The new technique works even with relatively low-quality, inexpensive equipment. This could pave the way for better high-capacity telecommunication systems, improved astrophysical calibrations used to find exoplanets, even more accurate atomic clocks, and precise devices for measuring chemical contaminants in the atmosphere. The new work is related to the approach used by Nobel Laureates Donna Strickland ’89 (PhD) and Gerard Mourou, who helped usher in a revolution in the use of laser technology when they pioneered chirped pulse amplification while doing research at the Laboratory for Laser Energetics.
Congratulations to Will, and to the other contributors to this paper: lead author Christopher Spiess, Qian Yang, and Xue Dong, all graduate research associates in Will’s lab, and Victor Bucklew, a former postdoctoral associate in the lab. Read more.
OUTSTANDING DISSERTATION
“When we talk about music, we tend to view it as an art of sound. However, it is much broader than that. We watch music performances, read musical scores, and memorize lyrics of songs. The visual aspect of musical performances helps express the ideas of performers and engage the audience, while the symbolic aspect of music connects composers with performers across continents and centuries. A successful intelligent system for music analysis should model all these modalities and their relations.”

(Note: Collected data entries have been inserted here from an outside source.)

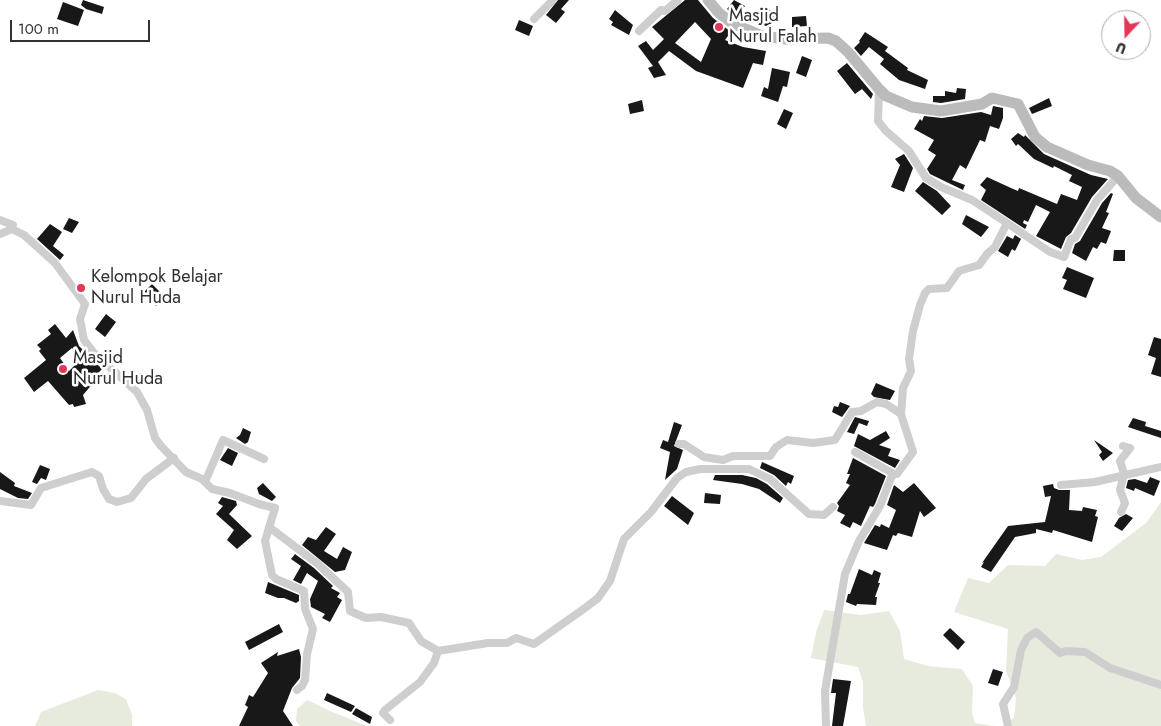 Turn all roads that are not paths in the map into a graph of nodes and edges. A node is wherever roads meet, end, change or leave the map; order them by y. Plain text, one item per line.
1 (553, 0) edge
2 (678, 0) edge
3 (708, 0) edge
4 (534, 19) dead end
5 (639, 31) dead end
6 (879, 89) junction
7 (1118, 176) junction
8 (1161, 217) edge
9 (0, 220) edge
10 (1007, 223) junction
11 (12, 229) junction
12 (0, 234) edge
13 (901, 414) junction
14 (679, 444) dead end
15 (1123, 446) dead end
16 (855, 452) dead end
17 (174, 458) junction
18 (264, 459) dead end
19 (1161, 467) edge
20 (894, 474) junction
21 (1122, 476) junction
22 (205, 482) junction
23 (1061, 485) dead end
24 (0, 501) edge
25 (833, 507) dead end
26 (1121, 512) dead end
27 (269, 527) junction
28 (438, 651) junction
29 (1161, 685) edge
30 (297, 690) dead end
31 (390, 720) dead end
32 (826, 726) edge
33 (1008, 726) edge

1 - 4 street
2 - 5 street
3 - 6 street
6 - 7 street
6 - 10 street
7 - 8 street
7 - 10 street
9 - 11 street
10 - 13 street
11 - 12 street
11 - 17 street
13 - 14 street
13 - 20 street
15 - 21 street
16 - 20 street
17 - 22 street
17 - 24 street
18 - 22 street
19 - 21 street
20 - 32 street
21 - 23 street
21 - 26 street
22 - 27 street
25 - 28 street
27 - 28 street
27 - 30 street
28 - 31 street
29 - 33 street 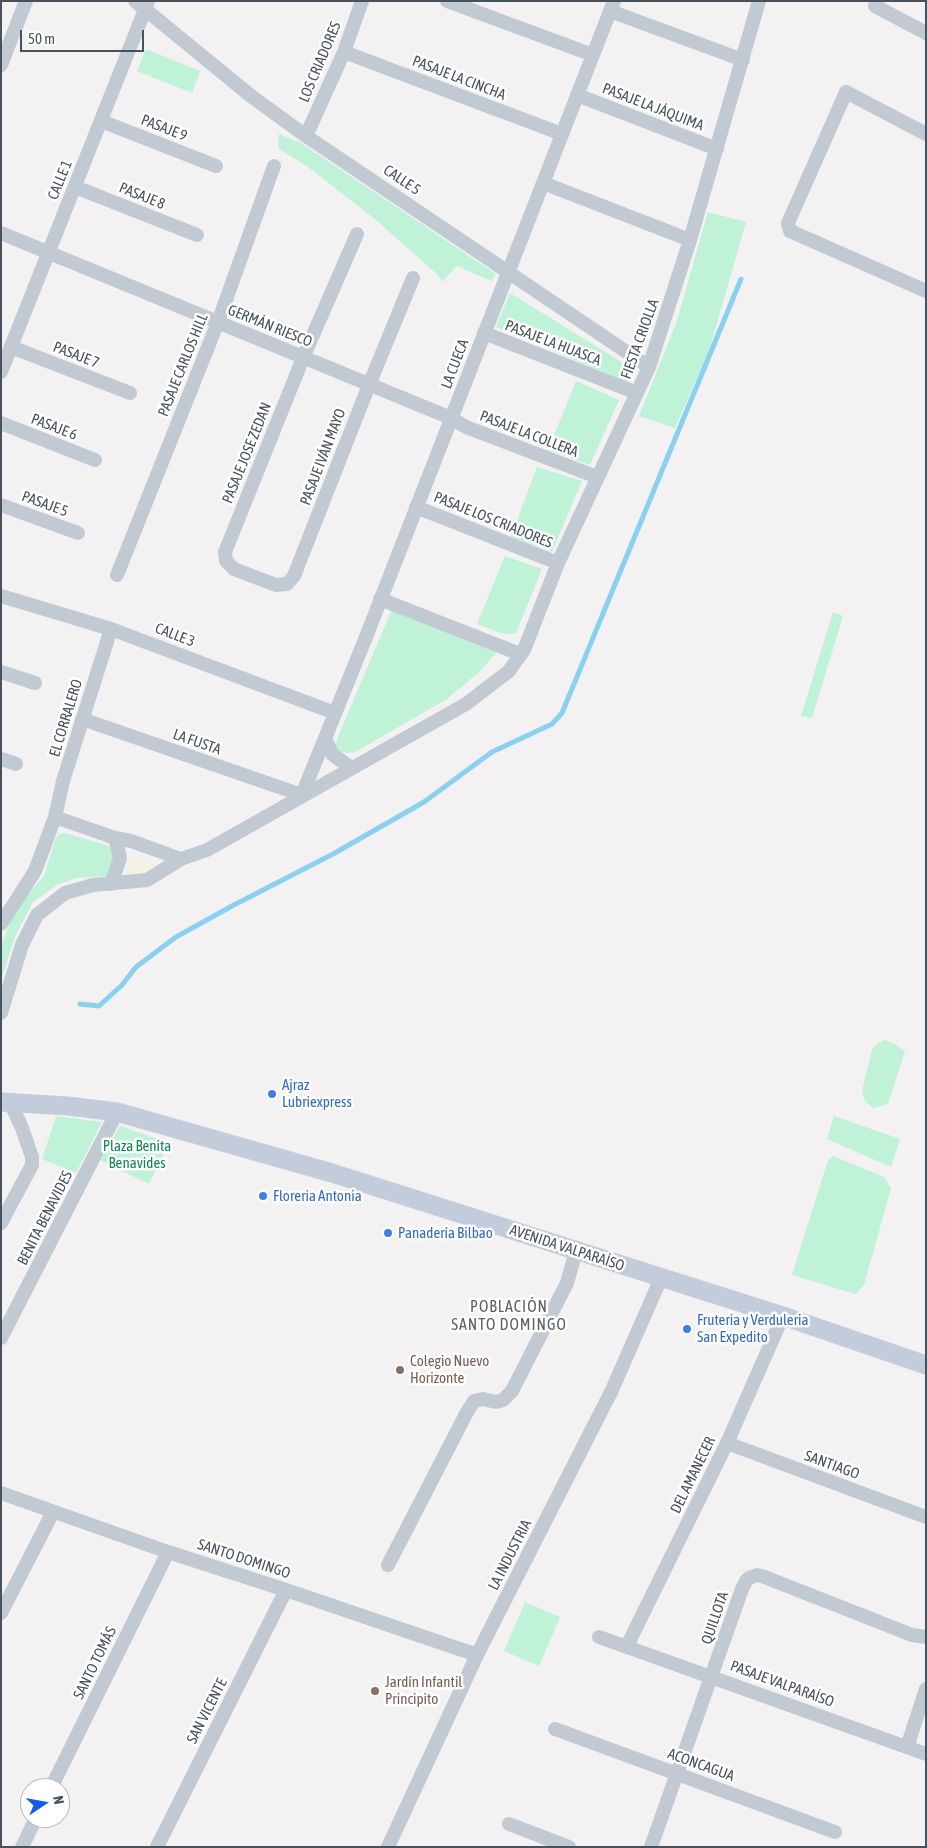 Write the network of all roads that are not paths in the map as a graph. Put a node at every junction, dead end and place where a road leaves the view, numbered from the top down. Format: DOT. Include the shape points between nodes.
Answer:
graph roads {
  1 [pos="26,1"];
  2 [pos="362,1"];
  3 [pos="448,1"];
  4 [pos="759,1"];
  5 [pos="143,4"];
  6 [pos="612,6"];
  7 [pos="875,6"];
  8 [pos="926,33"];
  9 [pos="344,52"];
  10 [pos="593,54"];
  11 [pos="743,60"];
  12 [pos="1,65"];
  13 [pos="577,95"];
  14 [pos="101,121"];
  15 [pos="562,134"];
  16 [pos="926,134"];
  17 [pos="306,136"];
  18 [pos="717,149"];
  19 [pos="216,166"];
  20 [pos="274,166"];
  21 [pos="543,183"];
  22 [pos="75,186"];
  23 [pos="1,233"];
  24 [pos="357,234"];
  25 [pos="197,235"];
  26 [pos="690,240"];
  27 [pos="48,253"];
  28 [pos="508,272"];
  29 [pos="413,278"];
  30 [pos="926,290"];
  31 [pos="218,322"];
  32 [pos="484,333"];
  33 [pos="11,348"];
  34 [pos="303,358"];
  35 [pos="649,366"];
  36 [pos="1,372"];
  37 [pos="369,385"];
  38 [pos="130,393"];
  39 [pos="638,393"];
  40 [pos="451,418"];
  41 [pos="1,424"];
  42 [pos="95,460"];
  43 [pos="597,477"];
  44 [pos="1,505"];
  45 [pos="416,507"];
  46 [pos="78,533"];
  47 [pos="226,561"];
  48 [pos="558,563"];
  49 [pos="117,574"];
  50 [pos="1,596"];
  51 [pos="380,599"];
  52 [pos="111,629"];
  53 [pos="520,654"];
  54 [pos="1,672"];
  55 [pos="35,683"];
  56 [pos="335,712"];
  57 [pos="82,719"];
  58 [pos="325,738"];
  59 [pos="1,760"];
  60 [pos="16,764"];
  61 [pos="351,768"];
  62 [pos="302,795"];
  63 [pos="55,817"];
  64 [pos="114,838"];
  65 [pos="182,859"];
  66 [pos="111,884"];
  67 [pos="1,924"];
  68 [pos="1,1013"];
  69 [pos="5,1102"];
  70 [pos="117,1112"];
  71 [pos="1,1223"];
  72 [pos="576,1251"];
  73 [pos="661,1278"];
  74 [pos="783,1316"];
  75 [pos="1,1338"];
  76 [pos="926,1365"];
  77 [pos="727,1443"];
  78 [pos="1,1493"];
  79 [pos="53,1512"];
  80 [pos="926,1517"];
  81 [pos="168,1552"];
  82 [pos="388,1565"];
  83 [pos="286,1590"];
  84 [pos="1,1613"];
  85 [pos="926,1636"];
  86 [pos="599,1637"];
  87 [pos="627,1646"];
  88 [pos="477,1655"];
  89 [pos="713,1676"];
  90 [pos="926,1689"];
  91 [pos="555,1729"];
  92 [pos="907,1747"];
  93 [pos="926,1754"];
  94 [pos="677,1773"];
  95 [pos="56,1778"];
  96 [pos="509,1824"];
  97 [pos="31,1828"];
  98 [pos="835,1832"];
  99 [pos="22,1847"];
  100 [pos="157,1847"];
  101 [pos="388,1847"];
  102 [pos="569,1847"];
  103 [pos="651,1847"];
  1 -- 12 [label="street"];
  2 -- 9 [label="street, LOS CRIADORES"];
  3 -- 10 [label="street"];
  4 -- 11 [label="street, FIESTA CRIOLLA"];
  5 -- 14 [label="street, CALLE 1"];
  5 -- 17 [label="street, CALLE 5" via="251,96"];
  6 -- 10 [label="street, LA CUECA"];
  6 -- 11 [label="street"];
  7 -- 8 [label="street"];
  9 -- 15 [label="street, PASAJE LA CINCHA"];
  9 -- 17 [label="street, LOS CRIADORES"];
  10 -- 13 [label="street, LA CUECA"];
  11 -- 18 [label="street, FIESTA CRIOLLA"];
  13 -- 15 [label="street, LA CUECA"];
  13 -- 18 [label="street, PASAJE LA JÁQUIMA"];
  14 -- 19 [label="street, PASAJE 9"];
  14 -- 22 [label="street, CALLE 1"];
  15 -- 21 [label="street, LA CUECA"];
  16 -- 30 [label="street" via="846,92 788,223 790,231"];
  17 -- 28 [label="street, CALLE 5"];
  18 -- 26 [label="street, FIESTA CRIOLLA"];
  20 -- 31 [label="street, PASAJE CARLOS HILL"];
  21 -- 26 [label="street"];
  21 -- 28 [label="street, LA CUECA"];
  22 -- 25 [label="street, PASAJE 8"];
  22 -- 27 [label="street, CALLE 1"];
  23 -- 27 [label="street, GERMÁN RIESCO"];
  24 -- 34 [label="street, PASAJE JOSE ZEDAN"];
  26 -- 35 [label="street, FIESTA CRIOLLA"];
  27 -- 31 [label="street, GERMÁN RIESCO"];
  27 -- 33 [label="street, CALLE 1"];
  28 -- 32 [label="street, LA CUECA"];
  28 -- 35 [label="street, CALLE 5"];
  29 -- 37 [label="street, PASAJE IVÁN MAYO"];
  31 -- 34 [label="street, GERMÁN RIESCO"];
  31 -- 49 [label="street, PASAJE CARLOS HILL"];
  32 -- 39 [label="street, PASAJE LA HUASCA"];
  32 -- 40 [label="street, LA CUECA"];
  33 -- 36 [label="street, CALLE 1"];
  33 -- 38 [label="street, PASAJE 7"];
  34 -- 37 [label="street, GERMÁN RIESCO"];
  34 -- 47 [label="street, PASAJE JOSE ZEDAN" via="225,552"];
  35 -- 39 [label="street, FIESTA CRIOLLA"];
  37 -- 40 [label="street, GERMÁN RIESCO"];
  37 -- 47 [label="street, PASAJE IVÁN MAYO" via="294,576 287,584 276,585 234,569"];
  39 -- 43 [label="street, FIESTA CRIOLLA"];
  40 -- 43 [label="street, PASAJE LA COLLERA" via="466,427"];
  40 -- 45 [label="street, LA CUECA"];
  41 -- 42 [label="street, PASAJE 6"];
  43 -- 48 [label="street, FIESTA CRIOLLA"];
  44 -- 46 [label="street, PASAJE 5"];
  45 -- 48 [label="street, PASAJE LOS CRIADORES"];
  45 -- 51 [label="street, LA CUECA"];
  48 -- 53 [label="street, FIESTA CRIOLLA"];
  50 -- 52 [label="street, CALLE 3"];
  51 -- 53 [label="street"];
  51 -- 56 [label="street, LA CUECA"];
  52 -- 56 [label="street, CALLE 3"];
  52 -- 57 [label="street, EL CORRALERO"];
  53 -- 61 [label="street, FIESTA CRIOLLA" via="509,671 466,704"];
  54 -- 55 [label="street"];
  56 -- 58 [label="street, LA CUECA"];
  57 -- 62 [label="street, LA FUSTA"];
  57 -- 63 [label="street, EL CORRALERO"];
  58 -- 61 [label="street" via="332,754"];
  58 -- 62 [label="street, LA CUECA"];
  59 -- 60 [label="street"];
  61 -- 62 [label="street, FIESTA CRIOLLA"];
  62 -- 65 [label="street, FIESTA CRIOLLA" via="207,850"];
  63 -- 64 [label="street"];
  63 -- 67 [label="street, EL CORRALERO" via="35,871"];
  64 -- 65 [label="street"];
  64 -- 66 [label="street" via="120,858"];
  65 -- 66 [label="street, FIESTA CRIOLLA" via="147,880"];
  66 -- 68 [label="street, FIESTA CRIOLLA" via="65,893 36,915 22,945"];
  69 -- 70 [label="main road, AVENIDA VALPARAÍSO"];
  69 -- 71 [label="street" via="24,1135 32,1165"];
  70 -- 72 [label="main road, AVENIDA VALPARAÍSO" via="332,1173"];
  70 -- 75 [label="street, BENITA BENAVIDES"];
  72 -- 73 [label="main road, AVENIDA VALPARAÍSO"];
  72 -- 82 [label="street" via="567,1284 512,1391 503,1400 496,1402 483,1398 470,1406"];
  73 -- 74 [label="main road, AVENIDA VALPARAÍSO"];
  73 -- 88 [label="street, LA INDUSTRIA" via="612,1390"];
  74 -- 76 [label="main road, AVENIDA VALPARAÍSO"];
  74 -- 77 [label="street, DEL AMANECER"];
  77 -- 80 [label="street, SANTIAGO"];
  77 -- 87 [label="street, DEL AMANECER"];
  78 -- 79 [label="street, SANTO DOMINGO"];
  79 -- 81 [label="street, SANTO DOMINGO"];
  79 -- 84 [label="street"];
  81 -- 83 [label="street, SANTO DOMINGO"];
  81 -- 95 [label="street, SANTO TOMÁS"];
  83 -- 88 [label="street, SANTO DOMINGO"];
  83 -- 100 [label="street, SAN VICENTE"];
  85 -- 89 [label="street, QUILLOTA" via="912,1635 757,1576 746,1580"];
  86 -- 87 [label="street, PASAJE VALPARAÍSO"];
  87 -- 89 [label="street, PASAJE VALPARAÍSO"];
  88 -- 101 [label="street, LA INDUSTRIA"];
  89 -- 92 [label="street, PASAJE VALPARAÍSO"];
  89 -- 94 [label="street, QUILLOTA"];
  90 -- 92 [label="street"];
  91 -- 94 [label="street, ACONCAGUA"];
  92 -- 93 [label="street, PASAJE VALPARAÍSO"];
  94 -- 98 [label="street, ACONCAGUA"];
  94 -- 103 [label="street, QUILLOTA"];
  96 -- 102 [label="street"];
  97 -- 99 [label="street"];
}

This was the task Bochen Li, a recent PhD graduate from the Department of Electrical and Computer Engineering, set out for himself in his thesis, Multi-modal analysis for music performance, which just received an AS&E 2020-2021 Outstanding Dissertation Award. The awards are based on a dissertation’s technical or creative strength, presentation, publication results (13 papers in Bochen’s case), and impact of publications.
Bochen, who was supervised by Zhiyao Duan, is now a research scientist with Bytedance. Well done, Bochen!
BEST PAPER AWARD
Congratulations to lead author Songyang Zhang, PhD student in computer science, and his advisor, Jiebo Luo, professor of computer science, for winning Best Long Paper award at the virtual 2021 Annual Conference of the North American Chapter of the Association for Computational Linguistics. This is among the top three conferences on natural language processing. Their paper, Video-aided Unsupervised Grammar Induction, is a collaboration with four researchers at Tencent AI Lab. It was selected from a pool of 1,797 total submissions to the conference.
REMINDERS
The deadline to apply for funded fellowships in the University’s PhD Training Program on Virtual and Augmented Reality is this Thursday, July 1. This is a great opportunity for first and second-year doctoral students who desire AR/VR cross-training experiences to pair with their existing studies. The deadline to apply for the general trainee program is August 15. Applications can be found here. Questions? Contact Kathleen DeFazio, program coordinator.
Thursday is also the deadline for undergraduates to apply online for a new virtual summer workshop program in the science of extreme pressure and high energy density physics, offered through the Center for Matter at Atomic Pressures. Top applicants will earn a stipend upon successful completion of the program. There is no fee to apply or attend. Questions? Contact Natalie Antal, CMAP program administrator.
Have a great week and enjoy a safe and restful July 4 weekend! The next issue of Hajim Highlights will be Tuesday, July 6.